Reputation: 177
import pickle
data_pkl = open("data.pkl", "rb")
d_c = data_pkl.read()
data_pkl.close()
print(d_c)
I am new to handling data structure. When I tried to read pickle data and result looks like below:
b'\x80\x03}q\x00(X\x05\x00\x00\x00Phoneq\x01}q\x02(cnumpy.core.multiarray\nscalar\nq\x03cnumpy\ndtype\nq\x04X\x02\x00\x00\x00i8q\x05K\x00K\x01\x87q\x06Rq\x07(K\x03X\x01\x00\x00\x00
......... long line
How can I convert this to human-readable format in python?
Upvotes: 1
Views: 12657
Reputation: 693
When google brought me to this question, the answer that I would have liked to have seen was to import pickletools
and then use pickletools.dis(s)
to explain what the various characters between the understandable substrings within pickle s
were indicating. This is only marginally human-readable, since it reads more like machine assembly language than python, but it still helps a human reader to peer behind the curtain and make some sense of the gobbledygook.
Of course, what we usually want isn't for humans to read serialized data, but for computers to read it and make good use of it. When that's what you want, pickle.load
or pickle.loads
are the way to go. Or if, for some reason, you want to serialize your data in a format that is both human-readable and machine-readable, you probably want some other serializer, like JSON, or you could set pickle to encode with the original pickle protocol 0, which was human-readable (but less efficient).
Upvotes: 2
Reputation: 22952
When a data is dumped, pickle produce a bytes string. This is what you have.
For instance:
import pickle
data = {'text': 'value', 'list': [1, 2, 3]}
s = pickle.dumps(data)
print(s)
Produces the bytes string:
b'\x80\x03}q\x00(X\x04\x00\x00\x00textq\x01X\x05\x00\x00'
b'\x00valueq\x02X\x04\x00\x00\x00listq\x03]q\x04(K\x01K'
b'\x02K\x03eu.'
note: I split the long line in 3 parts for readability.

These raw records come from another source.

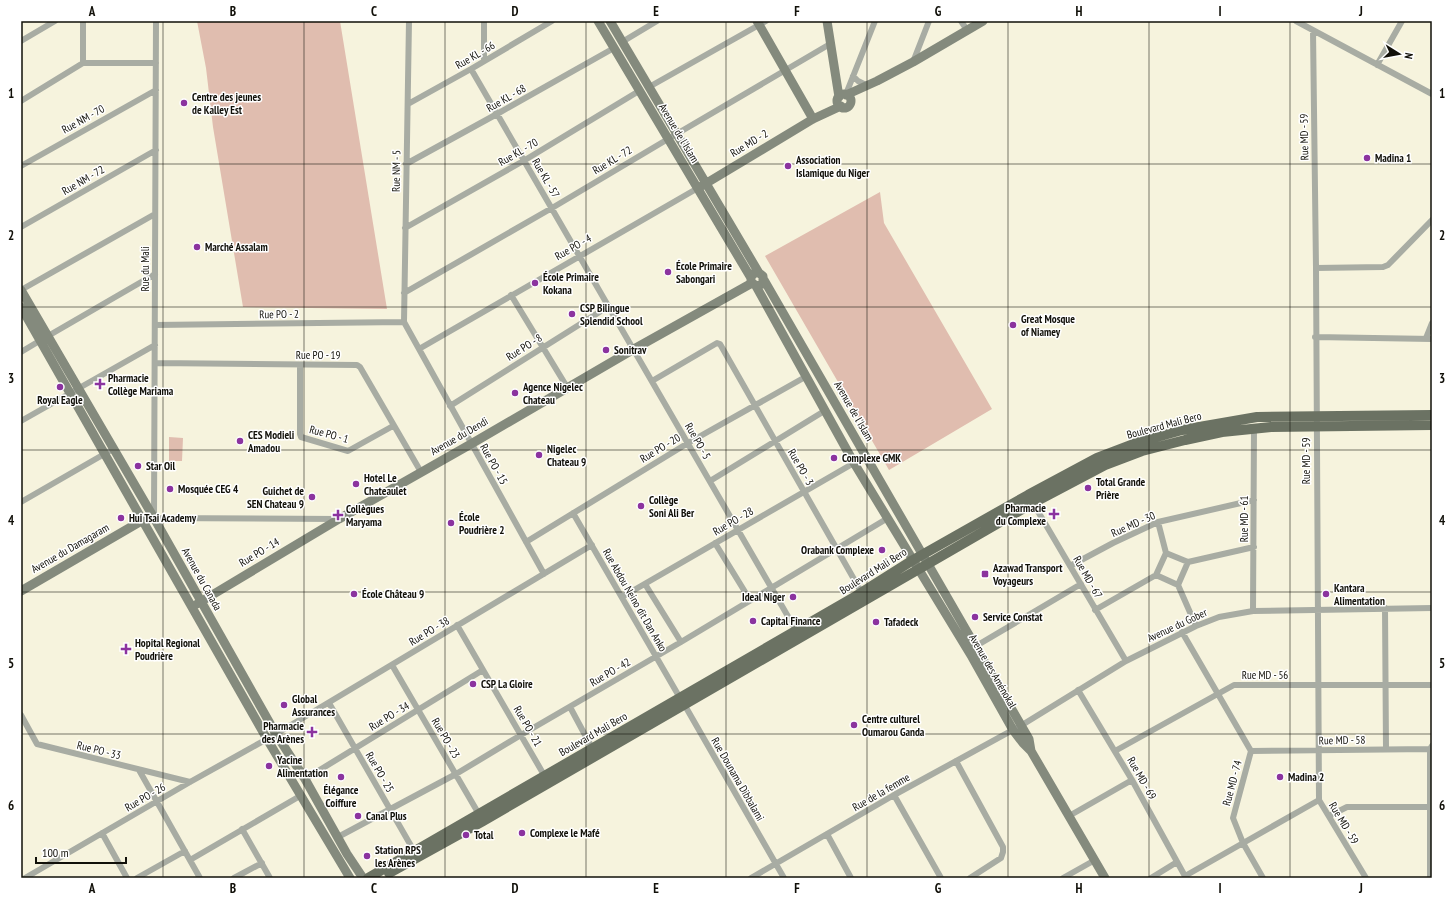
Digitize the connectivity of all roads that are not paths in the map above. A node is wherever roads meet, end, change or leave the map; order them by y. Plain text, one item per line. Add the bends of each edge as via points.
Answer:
1 (55, 21) edge
2 (83, 21) edge
3 (156, 21) edge
4 (409, 21) edge
5 (484, 21) edge
6 (552, 21) edge
7 (598, 21) edge
8 (610, 21) edge
9 (657, 21) edge
10 (827, 21) edge
11 (875, 21) edge
12 (929, 21) edge
13 (961, 21) edge
14 (983, 21) edge
15 (1296, 21) edge
16 (1402, 21) edge
17 (761, 22) edge
18 (967, 30) junction
19 (1312, 31) junction
20 (21, 40) edge
21 (622, 42) junction
22 (830, 44) junction
23 (614, 48) junction
24 (484, 61) junction
25 (913, 62) junction
26 (82, 63) junction
27 (156, 63) junction
28 (1378, 65) junction
29 (471, 69) junction
30 (785, 70) junction
31 (853, 76) junction
32 (878, 81) junction
33 (866, 85) junction
34 (649, 87) junction
35 (156, 90) junction
36 (639, 91) junction
37 (1432, 94) edge
38 (843, 98) junction
39 (21, 101) edge
40 (408, 104) junction
41 (497, 114) junction
42 (813, 119) junction
43 (677, 134) junction
44 (668, 138) junction
45 (156, 150) junction
46 (525, 160) junction
47 (406, 164) junction
48 (21, 166) edge
49 (702, 186) junction
50 (552, 208) junction
51 (155, 214) junction
52 (1432, 220) edge
53 (21, 227) edge
54 (405, 228) junction
55 (580, 255) junction
56 (1316, 268) junction
57 (155, 274) junction
58 (762, 276) junction
59 (753, 282) junction
60 (21, 290) edge
61 (404, 293) junction
62 (511, 295) junction
63 (609, 306) junction
64 (21, 307) edge
65 (404, 322) junction
66 (1432, 323) edge
67 (155, 325) junction
68 (1315, 337) junction
69 (44, 338) junction
70 (1429, 338) edge
71 (155, 345) junction
72 (543, 348) junction
73 (418, 349) junction
74 (634, 349) junction
75 (21, 352) edge
76 (155, 363) junction
77 (300, 365) junction
78 (807, 376) junction
79 (652, 381) junction
80 (567, 388) junction
81 (74, 390) junction
82 (755, 405) junction
83 (450, 406) junction
84 (826, 410) junction
85 (1428, 420) edge
86 (21, 421) edge
87 (1316, 422) junction
88 (393, 426) junction
89 (1254, 428) junction
90 (775, 441) junction
91 (688, 443) junction
92 (471, 444) junction
93 (109, 452) junction
94 (854, 463) junction
95 (421, 472) junction
96 (710, 481) junction
97 (1053, 487) junction
98 (804, 492) junction
99 (1254, 500) junction
100 (21, 502) edge
101 (1033, 503) junction
102 (573, 513) junction
103 (154, 518) junction
104 (888, 518) junction
105 (338, 519) junction
106 (143, 520) junction
107 (1158, 522) junction
108 (738, 530) junction
109 (526, 542) junction
110 (715, 543) junction
111 (592, 545) junction
112 (1254, 547) junction
113 (837, 549) junction
114 (1166, 553) junction
115 (926, 559) junction
116 (913, 560) junction
117 (1188, 562) junction
118 (1070, 566) junction
119 (919, 569) junction
120 (544, 574) junction
121 (1156, 575) junction
122 (645, 584) junction
123 (1081, 584) junction
124 (1178, 585) junction
125 (772, 588) junction
126 (21, 591) edge
127 (864, 596) junction
128 (622, 597) junction
129 (750, 600) junction
130 (201, 602) junction
131 (192, 606) junction
132 (1385, 608) junction
133 (1432, 608) edge
134 (1317, 609) junction
135 (1095, 610) junction
136 (1253, 611) junction
137 (458, 625) junction
138 (1196, 626) junction
139 (960, 628) junction
140 (1182, 632) junction
141 (798, 634) junction
142 (681, 642) junction
143 (976, 652) junction
144 (656, 657) junction
145 (1126, 661) junction
146 (392, 665) junction
147 (484, 670) junction
148 (1318, 685) junction
149 (1386, 685) junction
150 (1432, 685) edge
151 (1078, 690) junction
152 (1218, 694) junction
153 (682, 701) junction
154 (328, 702) junction
155 (570, 707) junction
156 (418, 710) junction
157 (22, 718) edge
158 (1022, 725) junction
159 (1013, 730) junction
160 (276, 734) junction
161 (521, 735) junction
162 (267, 739) junction
163 (1431, 747) edge
164 (355, 748) junction
165 (592, 748) junction
166 (1386, 749) junction
167 (1031, 750) junction
168 (1318, 750) junction
169 (1115, 751) junction
170 (1251, 751) junction
171 (956, 761) junction
172 (139, 770) junction
173 (456, 774) junction
174 (544, 775) junction
175 (304, 779) junction
176 (1132, 780) junction
177 (190, 782) junction
178 (894, 795) junction
179 (300, 796) junction
180 (1319, 800) junction
181 (158, 802) junction
182 (1431, 807) edge
183 (390, 808) junction
184 (1069, 816) junction
185 (1329, 816) junction
186 (481, 817) junction
187 (242, 829) junction
188 (102, 833) junction
189 (827, 834) junction
190 (338, 837) junction
191 (1243, 843) junction
192 (185, 851) junction
193 (414, 851) junction
194 (190, 860) junction
195 (1095, 860) junction
196 (1177, 862) junction
197 (262, 863) junction
198 (775, 864) junction
199 (37, 871) junction
200 (1185, 877) edge
201 (25, 878) edge
202 (41, 878) edge
203 (127, 878) edge
204 (137, 878) edge
205 (200, 878) edge
206 (234, 878) edge
207 (270, 878) edge
208 (350, 878) edge
209 (363, 878) edge
210 (368, 878) edge
211 (381, 878) edge
212 (751, 878) edge
213 (784, 878) edge
214 (852, 878) edge
215 (941, 878) edge
216 (970, 878) edge
217 (1064, 878) edge
218 (1106, 878) edge
219 (1151, 878) edge
220 (1263, 878) edge
221 (1366, 878) edge
222 (1430, 878) edge

1 - 20 street
2 - 26 street
3 - 27 street, Rue du Mali
4 - 40 street, Rue NM - 5
5 - 24 street
6 - 24 street, Rue KL - 66
7 - 23 street, Avenue de l'Islam
8 - 21 street, Avenue de l'Islam
9 - 21 street
10 - 22 street
11 - 31 street
12 - 25 street
13 - 18 street
14 - 18 street, Rue MD - 2
15 - 19 street
16 - 28 street
17 - 30 street
17 - 34 street
18 - 25 street, Rue MD - 2
19 - 28 street
19 - 56 street, Rue MD - 59
21 - 34 street, Avenue de l'Islam
22 - 30 street, Rue KL - 72
22 - 38 street via 836,82
23 - 36 street, Avenue de l'Islam
23 - 41 street, Rue KL - 68
24 - 29 street, Rue KL - 66
25 - 32 street, Rue MD - 2
26 - 27 street
26 - 39 street
27 - 35 street, Rue du Mali
28 - 37 street
29 - 40 street, Rue KL - 66
29 - 41 street, Rue KL - 57
30 - 42 street
30 - 43 street, Rue KL - 72
31 - 33 street
31 - 38 street
32 - 33 street, Rue MD - 2
32 - 38 street, Rue MD - 2
33 - 38 street, Rue MD - 2
34 - 43 street, Avenue de l'Islam
35 - 45 street, Rue du Mali
35 - 48 street, Rue NM - 70
36 - 44 street, Avenue de l'Islam
36 - 46 street, Rue KL - 70
38 - 42 street, Rue MD - 2
40 - 47 street, Rue NM - 5
41 - 46 street, Rue KL - 57
41 - 47 street, Rue KL - 68
42 - 49 street, Rue MD - 2
43 - 44 street, Rue KL - 72
43 - 49 street, Avenue de l'Islam
44 - 49 street, Avenue de l'Islam
44 - 50 street, Rue KL - 72
45 - 51 street, Rue du Mali
45 - 53 street, Rue NM - 72
46 - 50 street, Rue KL - 57
46 - 54 street, Rue KL - 70
47 - 54 street, Rue NM - 5
49 - 55 street, Rue PO - 4
49 - 58 street, Avenue de l'Islam
49 - 59 street, Avenue de l'Islam
50 - 55 street, Rue KL - 57
50 - 61 street, Rue KL - 72
51 - 57 street, Rue du Mali
51 - 60 street
52 - 56 street via 1388,265
54 - 61 street, Rue NM - 5
55 - 62 street, Rue PO - 4
55 - 63 street, Rue PO - 5
56 - 68 street, Rue MD - 59
57 - 67 street, Rue du Mali
57 - 69 street
58 - 59 street, Avenue du Dendi via 754,273
58 - 115 street, Avenue de l'Islam
59 - 74 street, Avenue du Dendi
59 - 78 street, Avenue de l'Islam
60 - 69 street, Avenue du Canada
61 - 65 street, Rue NM - 5
62 - 72 street
62 - 73 street, Rue PO - 4
63 - 72 street, Rue PO - 8
63 - 74 street, Rue PO - 5
64 - 69 street, Avenue du Canada
65 - 67 street, Rue PO - 2
65 - 73 street, Rue PO - 15
66 - 70 street
67 - 71 street, Rue du Mali
68 - 70 street
68 - 87 street, Rue MD - 59
69 - 75 street
69 - 81 street, Avenue du Canada
71 - 76 street, Rue du Mali
71 - 81 street
72 - 80 street
72 - 83 street, Rue PO - 8
73 - 83 street, Rue PO - 15
74 - 79 street, Rue PO - 5
74 - 80 street, Avenue du Dendi
76 - 77 street, Rue PO - 19
76 - 103 street, Rue du Mali
77 - 88 street, Rue PO - 19 via 360,367
77 - 88 street, Rue PO - 1 via 301,437 348,451
78 - 82 street, Rue PO - 20
78 - 84 street, Avenue de l'Islam
79 - 82 street, Rue PO - 3 via 717,343 720,344
79 - 91 street, Rue PO - 5
80 - 92 street, Avenue du Dendi
81 - 86 street
81 - 93 street, Avenue du Canada
82 - 90 street, Rue PO - 3
82 - 91 street, Rue PO - 20
83 - 92 street, Rue PO - 15
84 - 90 street
84 - 94 street, Avenue de l'Islam
85 - 87 main road, Boulevard Mali Bero
87 - 89 main road, Boulevard Mali Bero
87 - 97 main road, Boulevard Mali Bero via 1257,417 1182,430 1139,442 1097,458
87 - 134 street, Rue MD - 59
88 - 95 street, Rue PO - 19
89 - 97 main road, Boulevard Mali Bero via 1185,440 1142,451
89 - 99 street, Rue MD - 61
90 - 96 street
90 - 98 street, Rue PO - 3
91 - 96 street, Rue PO - 5
91 - 102 street, Rue PO - 20
92 - 95 street, Avenue du Dendi
92 - 109 street, Rue PO - 15
93 - 100 street
93 - 103 street, Avenue du Canada
93 - 106 street, Avenue du Canada
94 - 98 street, Rue PO - 28
94 - 104 street, Avenue de l'Islam
95 - 105 street, Avenue du Dendi
96 - 108 street, Rue PO - 5
97 - 101 main road, Boulevard Mali Bero
97 - 115 main road, Boulevard Mali Bero
98 - 108 street, Rue PO - 28
98 - 113 street, Rue PO - 3
99 - 107 street, Rue MD - 30
99 - 112 street, Rue MD - 61
101 - 115 main road, Boulevard Mali Bero
101 - 118 street, Rue MD - 67
102 - 109 street, Rue PO - 20
102 - 111 street, Rue Abdou Neino dit Dan Anko
103 - 105 street, Avenue du Dendi
103 - 106 street, Avenue du Damagaram
103 - 130 street, Avenue du Canada
104 - 113 street, Rue PO - 42
104 - 116 street, Avenue de l'Islam
105 - 130 street, Rue PO - 14
106 - 126 street, Avenue du Damagaram
106 - 131 street, Avenue du Canada
107 - 114 street
107 - 118 street, Rue MD - 30
108 - 110 street, Rue PO - 28
108 - 125 street, Rue PO - 5
109 - 120 street, Rue PO - 15
110 - 122 street, Rue PO - 28
110 - 129 street
111 - 120 street, Rue PO - 38
111 - 128 street, Rue Abdou Neino dit Dan Anko
112 - 117 street
112 - 136 street, Rue MD - 61
113 - 125 street, Rue PO - 42
113 - 127 street, Rue PO - 3
114 - 117 street
114 - 121 street
115 - 116 main road, Boulevard Mali Bero
115 - 119 main road, Boulevard Mali Bero
115 - 139 street, Avenue des Aménokal
116 - 119 street, Avenue des Aménokal
116 - 127 main road, Boulevard Mali Bero
117 - 124 street
118 - 123 street, Rue MD - 67
119 - 127 main road, Boulevard Mali Bero
119 - 139 street, Avenue des Aménokal
120 - 137 street, Rue PO - 38
121 - 124 street
121 - 135 street
122 - 128 street, Rue PO - 28
122 - 142 street
123 - 135 street, Rue MD - 67
123 - 143 street
124 - 138 street
125 - 129 street, Rue PO - 42
125 - 141 street, Rue PO - 5
127 - 141 main road, Boulevard Mali Bero
128 - 144 street, Rue Abdou Neino dit Dan Anko
129 - 142 street, Rue PO - 42
130 - 131 street, Rue PO - 14
130 - 160 street, Avenue du Canada
131 - 162 street, Avenue du Canada
132 - 133 street, Avenue du Gober
132 - 134 street, Avenue du Gober
132 - 149 street
134 - 136 street, Avenue du Gober
134 - 148 street, Rue MD - 59
135 - 145 street, Rue MD - 67
136 - 138 street, Avenue du Gober via 1219,617
137 - 146 street, Rue PO - 38
137 - 147 street, Rue PO - 21
138 - 140 street, Avenue du Gober
139 - 143 street, Avenue des Aménokal
140 - 145 street, Avenue du Gober
140 - 152 street, Rue MD - 74
141 - 153 main road, Boulevard Mali Bero
142 - 144 street, Rue PO - 42
143 - 158 street, Avenue des Aménokal
143 - 159 street, Avenue des Aménokal
144 - 153 street, Rue Abdou Neino dit Dan Anko
144 - 155 street, Rue PO - 42
145 - 151 street, Avenue du Gober
146 - 154 street, Rue PO - 38
146 - 156 street, Rue PO - 23
147 - 156 street, Rue PO - 34
147 - 161 street, Rue PO - 21
148 - 149 street, Rue MD - 56
148 - 152 street, Rue MD - 56 via 1234,685
148 - 168 street, Rue MD - 59
149 - 150 street, Rue MD - 56
149 - 166 street
151 - 158 street, Avenue du Gober
151 - 169 street, Rue MD - 69
152 - 169 street, Rue MD - 56
152 - 170 street, Rue MD - 74
153 - 165 main road, Boulevard Mali Bero
153 - 186 main road, Boulevard Mali Bero
153 - 198 street, Rue Dounama Dibbalami
154 - 160 street, Rue PO - 38
154 - 164 street, Rue PO - 25
155 - 161 street, Rue PO - 42
155 - 165 street
156 - 164 street, Rue PO - 34
156 - 173 street, Rue PO - 23
157 - 172 street, Rue PO - 33 via 37,744
158 - 159 street, Rue de la femme
158 - 167 street, Avenue des Aménokal
159 - 167 street, Avenue des Aménokal
159 - 171 street, Rue de la femme
160 - 162 street, Rue PO - 26
160 - 175 street, Avenue du Canada
161 - 173 street, Rue PO - 42
161 - 174 street, Rue PO - 21
162 - 177 street, Rue PO - 26
162 - 179 street, Avenue du Canada
163 - 166 street, Rue MD - 58
163 - 182 street
164 - 175 street, Rue PO - 34
164 - 183 street, Rue PO - 25
165 - 174 main road, Boulevard Mali Bero
166 - 168 street, Rue MD - 58
167 - 184 street, Avenue des Aménokal
168 - 170 street, Rue MD - 58
168 - 180 street, Rue MD - 59
169 - 176 street, Rue MD - 69
170 - 191 street, Rue MD - 74 via 1233,818
171 - 178 street, Rue de la femme
171 - 216 street via 1003,847 1001,858
172 - 177 street, Rue PO - 33
172 - 181 street
173 - 183 street, Rue PO - 42
173 - 186 street, Rue PO - 23
174 - 186 main road, Boulevard Mali Bero
175 - 190 street, Avenue du Canada
176 - 184 street
176 - 196 street, Rue MD - 69
177 - 181 street, Rue PO - 26
178 - 189 street, Rue de la femme
178 - 215 street
179 - 187 street
179 - 208 street, Avenue du Canada
180 - 185 street, Rue MD - 59
180 - 191 street
181 - 188 street, Rue PO - 26
181 - 192 street
182 - 185 street via 1347,807
182 - 222 street
183 - 190 street, Rue PO - 42
183 - 193 street, Rue PO - 25
184 - 195 street, Avenue des Aménokal
185 - 221 street, Rue MD - 59
186 - 193 main road, Boulevard Mali Bero
186 - 211 main road, Boulevard Mali Bero
187 - 194 street
187 - 197 street
188 - 199 street, Rue PO - 26
188 - 203 street
189 - 198 street, Rue de la femme
189 - 214 street
190 - 209 street, Avenue du Canada
191 - 200 street
191 - 220 street, Rue MD - 74
192 - 194 street
192 - 204 street
193 - 210 main road, Boulevard Mali Bero
194 - 205 street
195 - 217 street
195 - 218 street, Avenue des Aménokal
196 - 200 street, Rue MD - 69
196 - 219 street
197 - 206 street
197 - 207 street
198 - 212 street, Rue de la femme
198 - 213 street, Rue Dounama Dibbalami
199 - 201 street, Rue PO - 26
199 - 202 street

Python defines several protocols, names HIGHEST_PROTOCOL
and DEFAULT_PROTOCOL
. So, If you change the protocol you can have a different result.

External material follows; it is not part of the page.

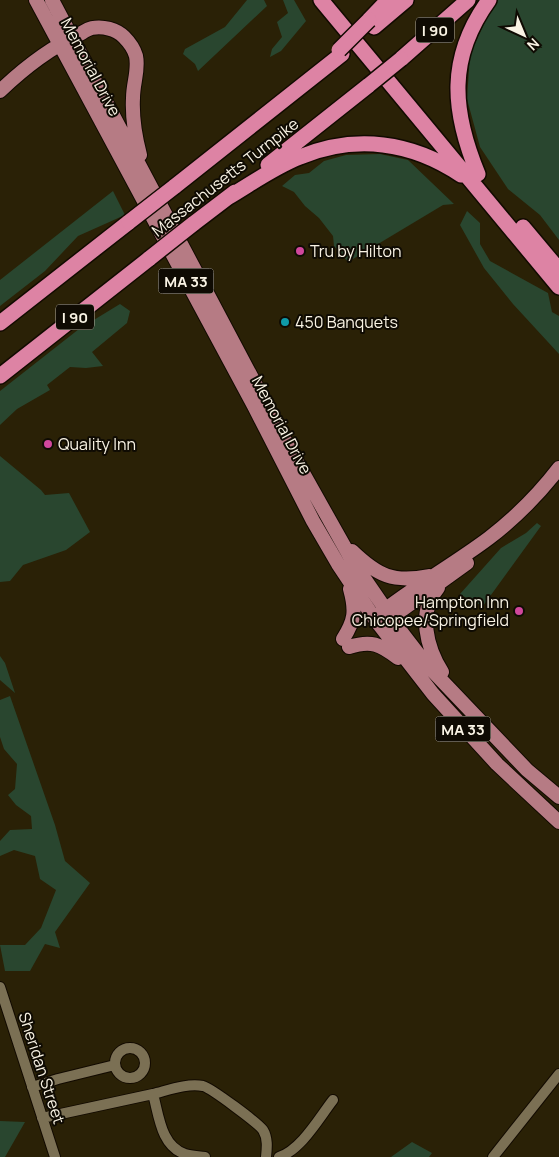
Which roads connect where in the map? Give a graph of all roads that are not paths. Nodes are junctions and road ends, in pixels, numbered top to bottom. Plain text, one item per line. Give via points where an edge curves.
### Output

To read this bytes string, you need to use pickle.load
(or pickle.loads
to read from a bytes string).
For instance:
import pprint
obj = pickle.loads(s)
pprint.pprint(obj)
You get:
{'list': [1, 2, 3], 'text': 'value'}
Cool, but if your data contains instance of unknown type, you won’t be able to deserialize it.
Here is an example:
import pickle
import pprint
class UnknownClass:
def __init__(self, value):
self.value = value
data = {'text': 'value',
'list': [1, 2, 3],
'u': UnknownClass(25)}
s = pickle.dumps(data)
print(s)
del UnknownClass
obj = pickle.loads(s)
The del
statement is here to simulate an unknown type.
The result will be:
Traceback (most recent call last):
File "/path/to/stack.py", line 19, in <module>
obj = pickle.loads(s)
AttributeError: Can't get attribute 'UnknownClass' on <module '__main__' from '/path/to/stack.py'>
For more info, the protocols are specified in the Python documentation.
Upvotes: 2
Reputation: 1230
I would recommend looking at the Python documentation, in particular the pickle
module docs. Your current code is importing pickle
, but it's not actually using pickle
, since you're just loading the file using read()
. Using pickle.load()
or another pickle
method should do the trick.
For example:
d_c = pickle.load(data_pkl)
Editing to add the mandatory pickle warning from the docs:
Warning: The pickle module is not secure against erroneous or maliciously constructed data. Never unpickle data received from an untrusted or unauthenticated source.
(Unpickling an unknown file leaves you open to having arbitrary code executed on your computer, so be careful what you unpickle!)
Upvotes: 0